> EXERCISE DESCRIPTION
Could you please return each line of the data that has the word "dead"?

##### AVAILABLE RECORDS #####

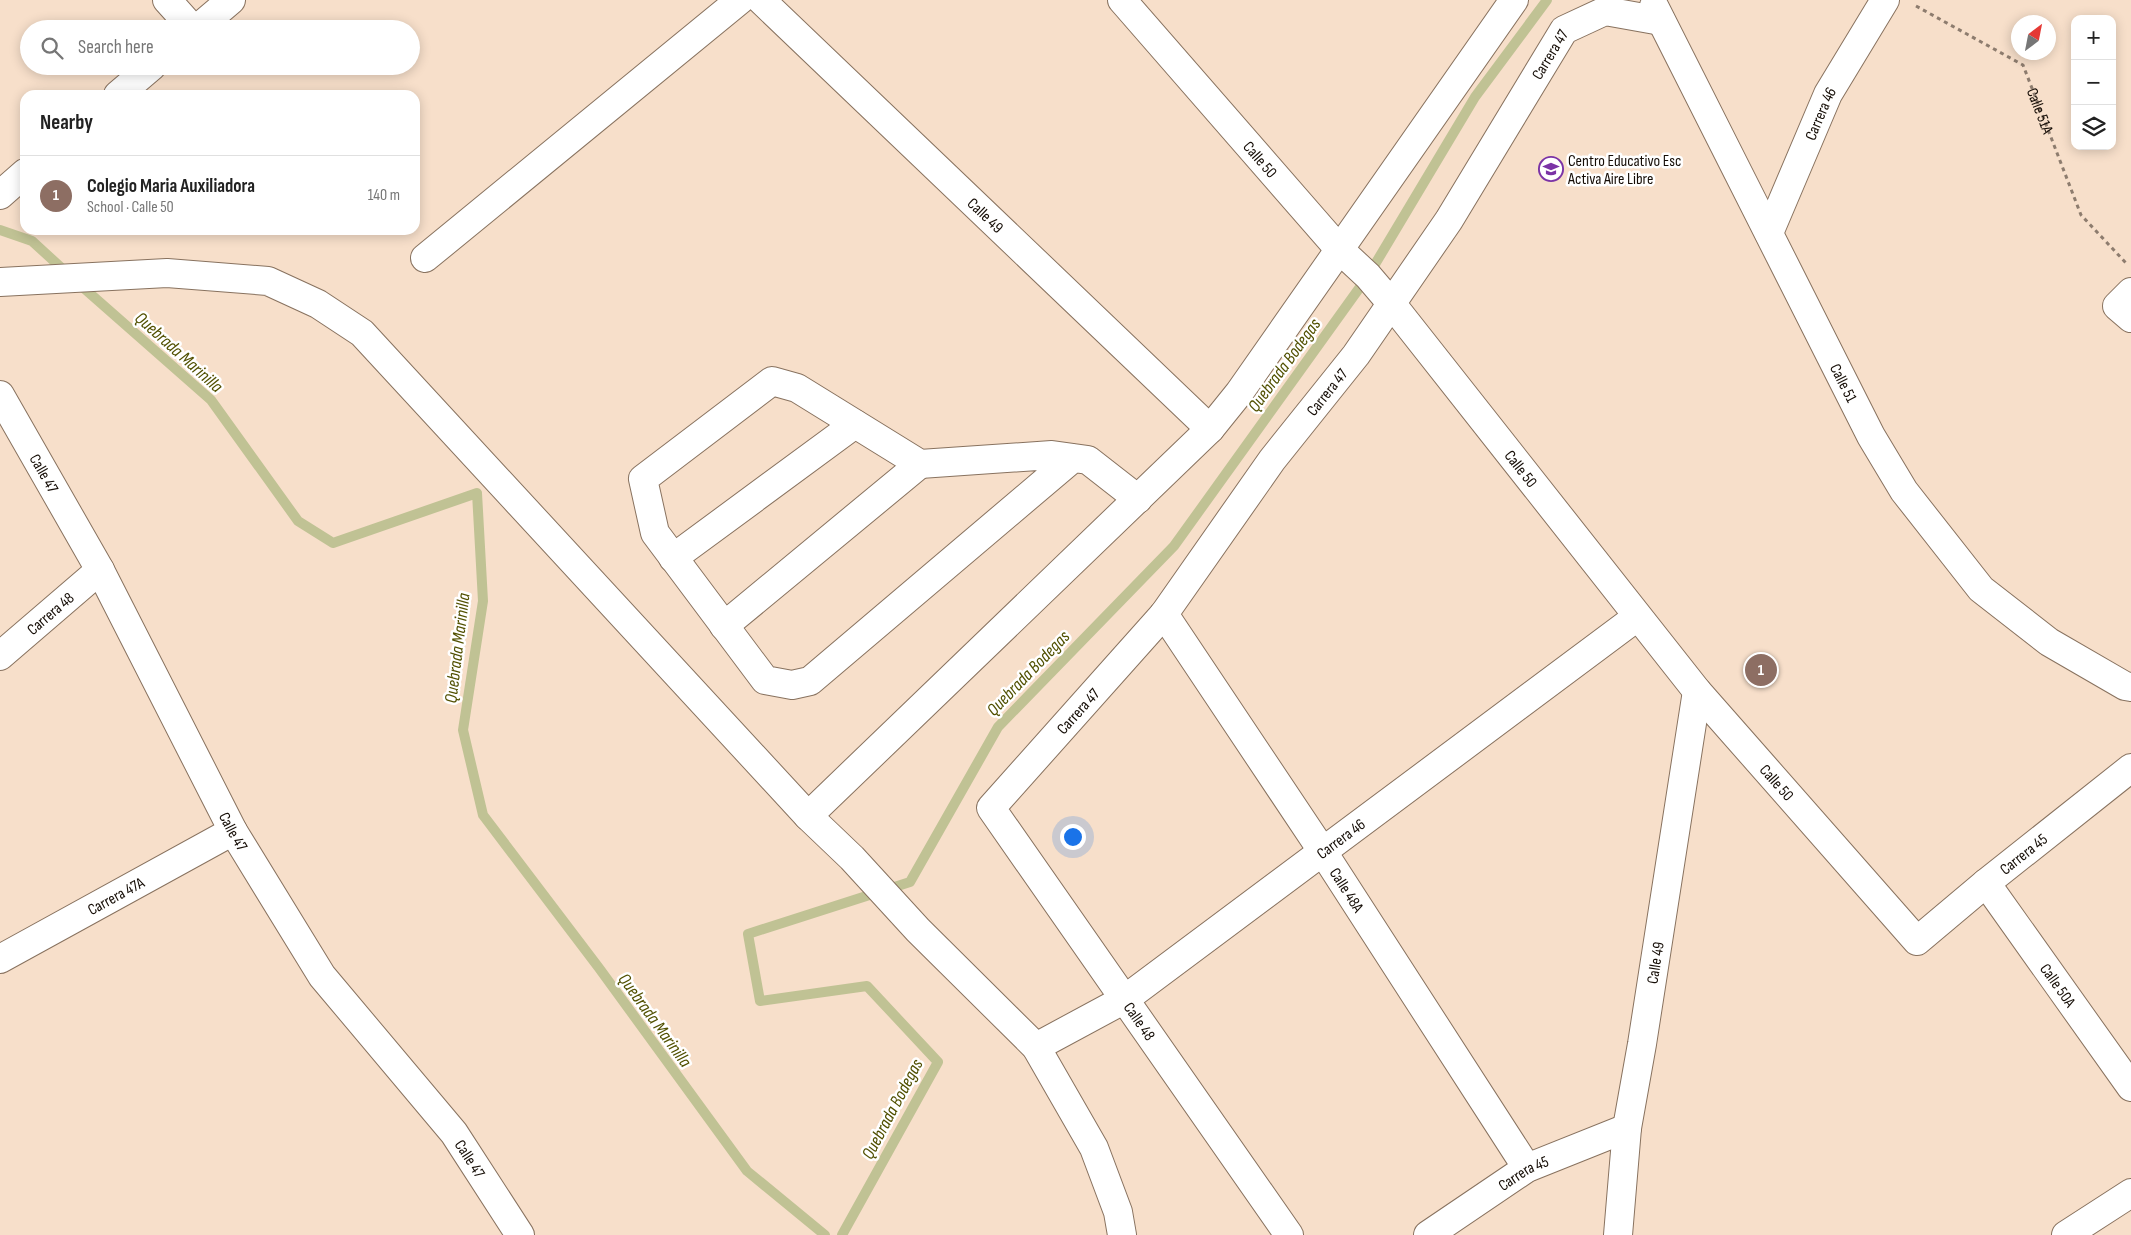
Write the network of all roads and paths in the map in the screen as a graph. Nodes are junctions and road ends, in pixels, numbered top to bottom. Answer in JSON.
{"nodes":[{"id":1,"x":167,"y":0,"type":"edge"},
{"id":2,"x":230,"y":0,"type":"edge"},
{"id":3,"x":740,"y":0,"type":"edge"},
{"id":4,"x":761,"y":0,"type":"edge"},
{"id":5,"x":1122,"y":0,"type":"edge"},
{"id":6,"x":1514,"y":0,"type":"edge"},
{"id":7,"x":1885,"y":0,"type":"edge"},
{"id":8,"x":1913,"y":5,"type":"dead end"},
{"id":9,"x":1656,"y":10,"type":"edge"},
{"id":10,"x":185,"y":20,"type":"edge"},
{"id":11,"x":207,"y":20,"type":"edge"},
{"id":12,"x":141,"y":75,"type":"edge"},
{"id":13,"x":124,"y":90,"type":"edge"},
{"id":14,"x":1769,"y":233,"type":"junction"},
{"id":15,"x":1340,"y":249,"type":"junction"},
{"id":16,"x":425,"y":258,"type":"dead end"},
{"id":17,"x":2131,"y":268,"type":"edge"},
{"id":18,"x":8,"y":282,"type":"edge"},
{"id":19,"x":1391,"y":302,"type":"junction"},
{"id":20,"x":0,"y":395,"type":"edge"},
{"id":21,"x":855,"y":424,"type":"junction"},
{"id":22,"x":1210,"y":429,"type":"junction"},
{"id":23,"x":1073,"y":458,"type":"junction"},
{"id":24,"x":920,"y":464,"type":"junction"},
{"id":25,"x":1138,"y":499,"type":"junction"},
{"id":26,"x":673,"y":558,"type":"junction"},
{"id":27,"x":100,"y":570,"type":"junction"},
{"id":28,"x":1164,"y":614,"type":"junction"},
{"id":29,"x":1637,"y":617,"type":"junction"},
{"id":30,"x":724,"y":626,"type":"junction"},
{"id":31,"x":0,"y":656,"type":"edge"},
{"id":32,"x":2131,"y":687,"type":"edge"},
{"id":33,"x":1697,"y":691,"type":"junction"},
{"id":34,"x":2131,"y":768,"type":"edge"},
{"id":35,"x":991,"y":808,"type":"joint"},
{"id":36,"x":808,"y":816,"type":"junction"},
{"id":37,"x":233,"y":831,"type":"junction"},
{"id":38,"x":1323,"y":852,"type":"junction"},
{"id":39,"x":1986,"y":883,"type":"junction"},
{"id":40,"x":1917,"y":941,"type":"joint"},
{"id":41,"x":0,"y":958,"type":"edge"},
{"id":42,"x":1125,"y":1000,"type":"junction"},
{"id":43,"x":1036,"y":1047,"type":"junction"},
{"id":44,"x":2131,"y":1087,"type":"edge"},
{"id":45,"x":1627,"y":1128,"type":"junction"},
{"id":46,"x":1527,"y":1168,"type":"junction"},
{"id":47,"x":2131,"y":1194,"type":"edge"},
{"id":48,"x":1120,"y":1223,"type":"edge"},
{"id":49,"x":520,"y":1235,"type":"edge"},
{"id":50,"x":1289,"y":1235,"type":"edge"},
{"id":51,"x":1428,"y":1235,"type":"edge"},
{"id":52,"x":1618,"y":1235,"type":"edge"},
{"id":53,"x":2066,"y":1235,"type":"edge"}],
"edges":[{"from":1,"to":10,"type":"street"},
{"from":2,"to":11,"type":"street"},
{"from":3,"to":16,"type":"street"},
{"from":4,"to":22,"type":"street","name":"Calle 49"},
{"from":5,"to":15,"type":"street","name":"Calle 50"},
{"from":6,"to":15,"type":"street"},
{"from":7,"to":14,"type":"street","name":"Carrera 46"},
{"from":8,"to":17,"type":"path","name":"Calle 51A"},
{"from":9,"to":14,"type":"street","name":"Calle 51"},
{"from":9,"to":19,"type":"street","name":"Carrera 47"},
{"from":12,"to":13,"type":"street"},
{"from":14,"to":32,"type":"street","name":"Calle 51"},
{"from":15,"to":19,"type":"street","name":"Calle 50"},
{"from":15,"to":22,"type":"street"},
{"from":18,"to":36,"type":"street"},
{"from":19,"to":28,"type":"street","name":"Carrera 47"},
{"from":19,"to":29,"type":"street","name":"Calle 50"},
{"from":20,"to":27,"type":"street","name":"Calle 47"},
{"from":21,"to":24,"type":"street"},
{"from":21,"to":26,"type":"street"},
{"from":21,"to":26,"type":"street"},
{"from":22,"to":25,"type":"street"},
{"from":23,"to":24,"type":"street"},
{"from":23,"to":25,"type":"street"},
{"from":23,"to":30,"type":"street"},
{"from":24,"to":30,"type":"street"},
{"from":25,"to":36,"type":"street"},
{"from":26,"to":30,"type":"street"},
{"from":27,"to":31,"type":"street","name":"Carrera 48"},
{"from":27,"to":37,"type":"street","name":"Calle 47"},
{"from":28,"to":35,"type":"street","name":"Carrera 47"},
{"from":28,"to":38,"type":"street","name":"Calle 48A"},
{"from":29,"to":33,"type":"street","name":"Calle 50"},
{"from":29,"to":38,"type":"street","name":"Carrera 46"},
{"from":33,"to":40,"type":"street","name":"Calle 50"},
{"from":33,"to":45,"type":"street","name":"Calle 49"},
{"from":34,"to":39,"type":"street","name":"Carrera 45"},
{"from":35,"to":42,"type":"street","name":"Calle 48"},
{"from":36,"to":43,"type":"street"},
{"from":37,"to":41,"type":"street","name":"Carrera 47A"},
{"from":37,"to":49,"type":"street","name":"Calle 47"},
{"from":38,"to":42,"type":"street","name":"Carrera 46"},
{"from":38,"to":46,"type":"street","name":"Calle 48A"},
{"from":39,"to":40,"type":"street","name":"Carrera 45"},
{"from":39,"to":44,"type":"street","name":"Calle 50A"},
{"from":42,"to":43,"type":"street","name":"Carrera 46"},
{"from":42,"to":50,"type":"street","name":"Calle 48"},
{"from":43,"to":48,"type":"street"},
{"from":45,"to":46,"type":"street","name":"Carrera 45"},
{"from":45,"to":52,"type":"street","name":"Calle 49"},
{"from":46,"to":51,"type":"street","name":"Carrera 45"},
{"from":47,"to":53,"type":"street"}]}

#####

> OUTPUT FOR THIS EXERCISE
{"id":8,"x":1913,"y":5,"type":"dead end"},
{"id":16,"x":425,"y":258,"type":"dead end"},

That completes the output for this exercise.